Read 616 Todo es infierno Online
Authors: David Zurdo & Ángel Gutiérrez
Tags: #Religion, Terror, Exorcismo
Aquella última frase no parecía una simple fórmula de cortesía.
–Lo mismo le deseo, madre Victoria.
Nada más colgar, Cloister se vistió y salió de la habitación, con su grabadora en un bolsillo de la chaqueta, una cámara fotográfica digital en otro y su cuaderno de notas debajo del brazo. No desayunó. Una idea había fraguado en su mente durante la noche. Estaba cansado, pero despejado. Su propósito era ir al edifico Vendange y tratar de averiguar lo que pudiera. No alcanzaba a explicarse cómo o de qué manera la entidad que habló por boca de Daniel durante el exorcismo podía «esperarlo» allí.

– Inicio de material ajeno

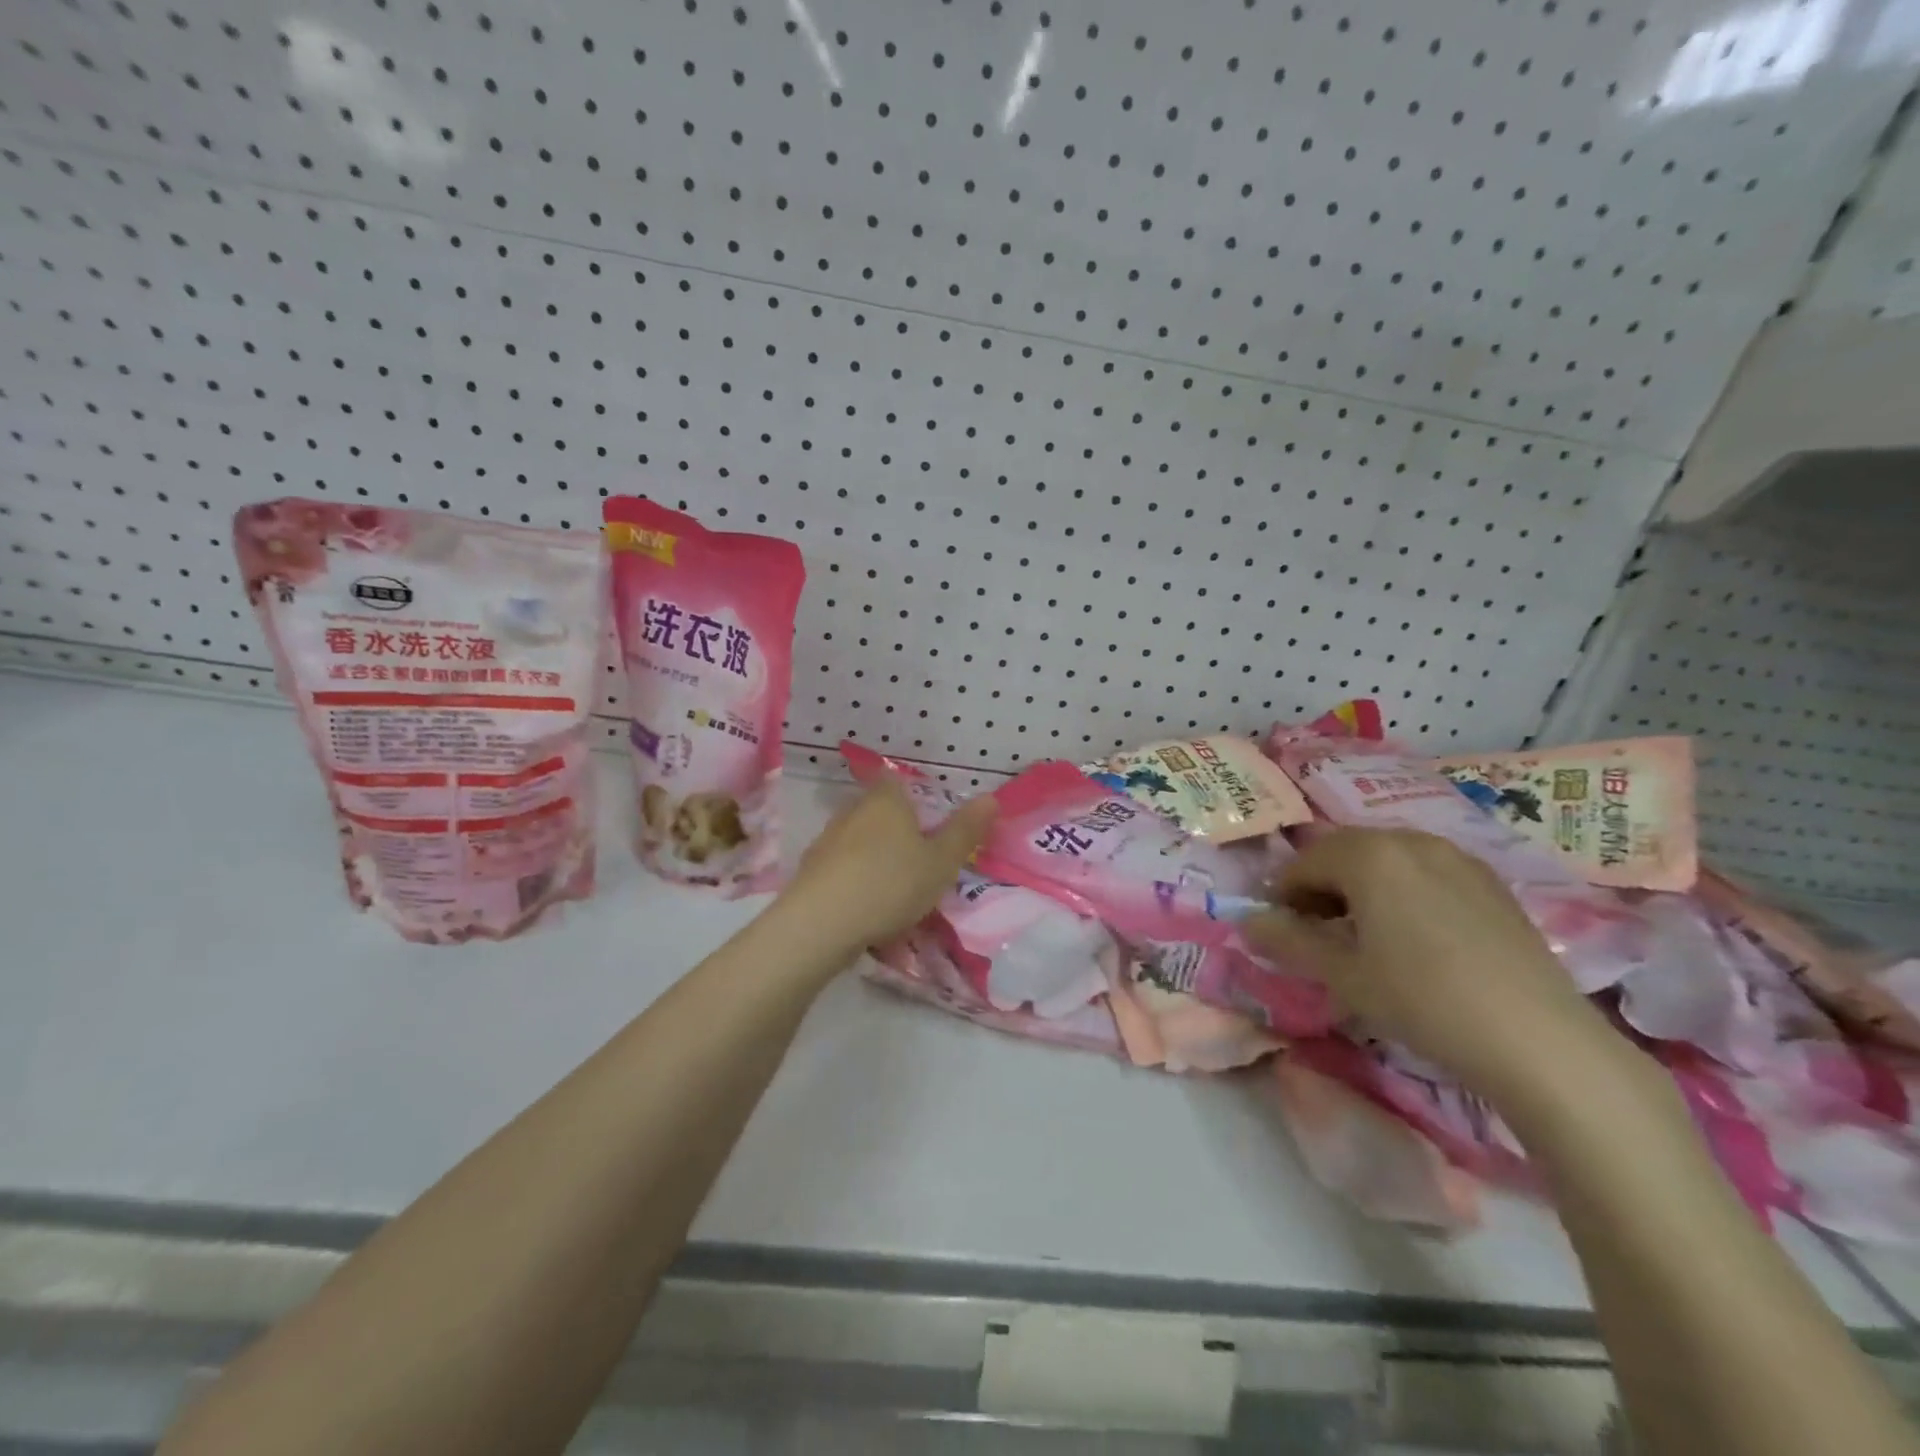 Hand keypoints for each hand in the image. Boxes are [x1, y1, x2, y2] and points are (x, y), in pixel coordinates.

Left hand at [777, 777, 996, 955]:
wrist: (821, 923)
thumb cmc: (891, 883)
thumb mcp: (941, 862)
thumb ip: (965, 831)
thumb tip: (991, 797)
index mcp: (886, 799)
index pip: (896, 779)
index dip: (912, 794)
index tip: (927, 818)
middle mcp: (853, 810)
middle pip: (877, 810)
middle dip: (896, 829)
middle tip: (919, 858)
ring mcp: (827, 839)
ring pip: (858, 840)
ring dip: (874, 856)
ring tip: (895, 888)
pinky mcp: (810, 870)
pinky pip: (842, 867)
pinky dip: (855, 879)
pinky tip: (866, 906)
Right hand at [1244, 828, 1617, 1100]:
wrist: (1539, 1041)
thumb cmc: (1422, 1000)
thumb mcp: (1342, 976)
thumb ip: (1288, 941)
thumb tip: (1248, 922)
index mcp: (1370, 855)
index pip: (1304, 861)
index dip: (1282, 893)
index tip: (1279, 928)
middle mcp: (1411, 841)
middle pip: (1345, 851)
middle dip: (1321, 885)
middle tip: (1316, 930)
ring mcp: (1457, 858)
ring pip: (1387, 859)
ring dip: (1360, 886)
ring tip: (1363, 934)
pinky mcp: (1491, 882)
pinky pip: (1426, 871)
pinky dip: (1402, 890)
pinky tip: (1413, 936) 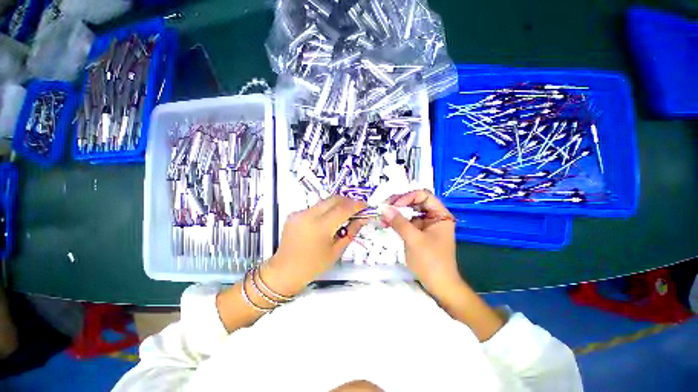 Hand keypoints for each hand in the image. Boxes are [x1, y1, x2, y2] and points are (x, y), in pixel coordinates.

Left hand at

Mientras caminaba por la calle, el jesuíta llamó con su celular a su superior en Roma. Le explicó sus intenciones y los últimos acontecimientos. El cardenal Franzik le dio su aprobación y no le hizo ninguna pregunta adicional. Sabía por experiencia que era mejor esperar los informes que importunar con preguntas a destiempo. Confiaba en Cloister más que en ningún otro de sus Lobos de Dios, y le quería como a un hijo. Esperaba que aquella investigación no acabara con él.

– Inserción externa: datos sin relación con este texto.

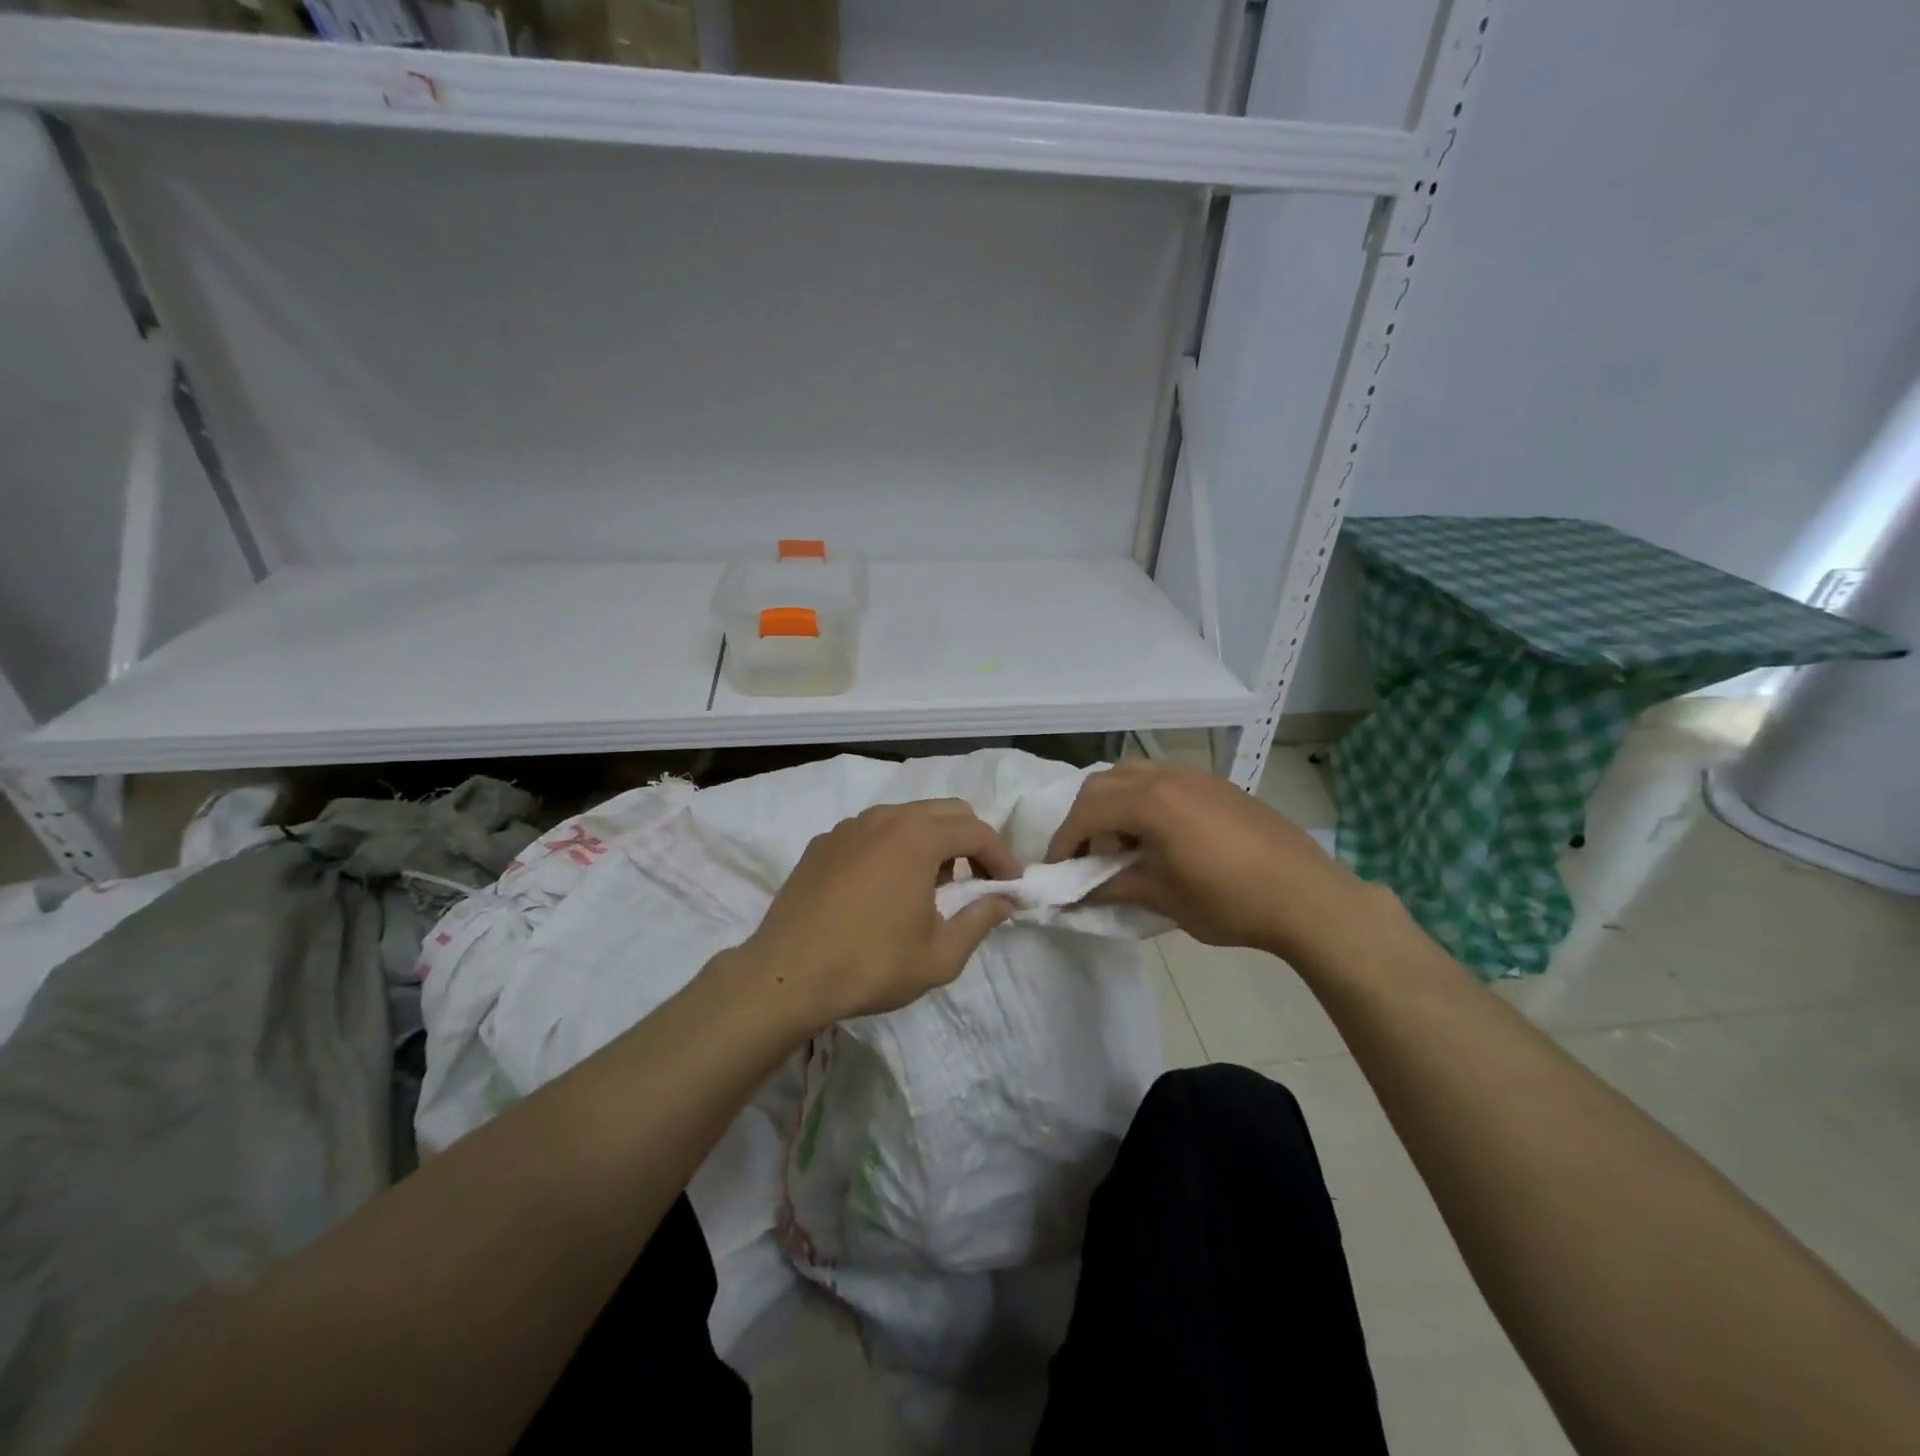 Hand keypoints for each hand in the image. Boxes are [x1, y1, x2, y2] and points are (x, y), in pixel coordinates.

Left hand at [731, 799, 1021, 1027]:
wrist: (786, 976)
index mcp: (917, 836)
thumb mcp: (940, 955)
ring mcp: (848, 827)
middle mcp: (884, 818)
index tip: (1012, 884)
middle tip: (977, 880)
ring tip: (931, 887)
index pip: (976, 830)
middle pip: (944, 811)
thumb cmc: (871, 964)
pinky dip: (894, 848)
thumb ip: (980, 920)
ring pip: (906, 818)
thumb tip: (1004, 900)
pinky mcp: (822, 843)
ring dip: (931, 842)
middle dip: (970, 840)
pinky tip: (885, 888)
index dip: (1002, 856)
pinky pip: (872, 833)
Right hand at [1046, 762, 1383, 963]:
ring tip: (1117, 842)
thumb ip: (1114, 887)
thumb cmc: (1231, 901)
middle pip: (1103, 784)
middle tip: (1082, 854)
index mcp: (1150, 802)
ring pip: (1131, 774)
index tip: (1057, 870)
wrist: (1308, 896)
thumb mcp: (1164, 898)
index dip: (1064, 840)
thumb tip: (1077, 893)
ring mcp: (1194, 775)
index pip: (1086, 811)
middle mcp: (1166, 777)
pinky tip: (1154, 833)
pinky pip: (1160, 778)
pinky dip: (1140, 798)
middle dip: (1082, 817)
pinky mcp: (1215, 784)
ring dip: (1111, 802)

Como Cloister había descubierto la tarde anterior, el edificio Vendange ocupaba una de las esquinas de la confluencia entre la calle Dartmouth y la avenida Comraon-wealth. El sacerdote se detuvo al otro lado, en el centro del bulevar, frente al monumento de los bomberos caídos en el incendio. Había leído en la página dedicada al memorial en internet que aquel fuego fue el más terrible, en número de víctimas, de toda la historia de Boston. Pensó en los muertos, conmovido. Los nueve bomberos dejaron ocho viudas y veinticinco huérfanos. Una tragedia humana. Luego musitó una oración silenciosa y cruzó la calle en dirección a la entrada del edificio Vendange. Detrás de un arco semicircular, el vestíbulo era amplio y exhibía una distinguida, aunque algo rancia, decoración de principios del siglo xx. Aquel lugar rezumaba vieja elegancia por los cuatro costados.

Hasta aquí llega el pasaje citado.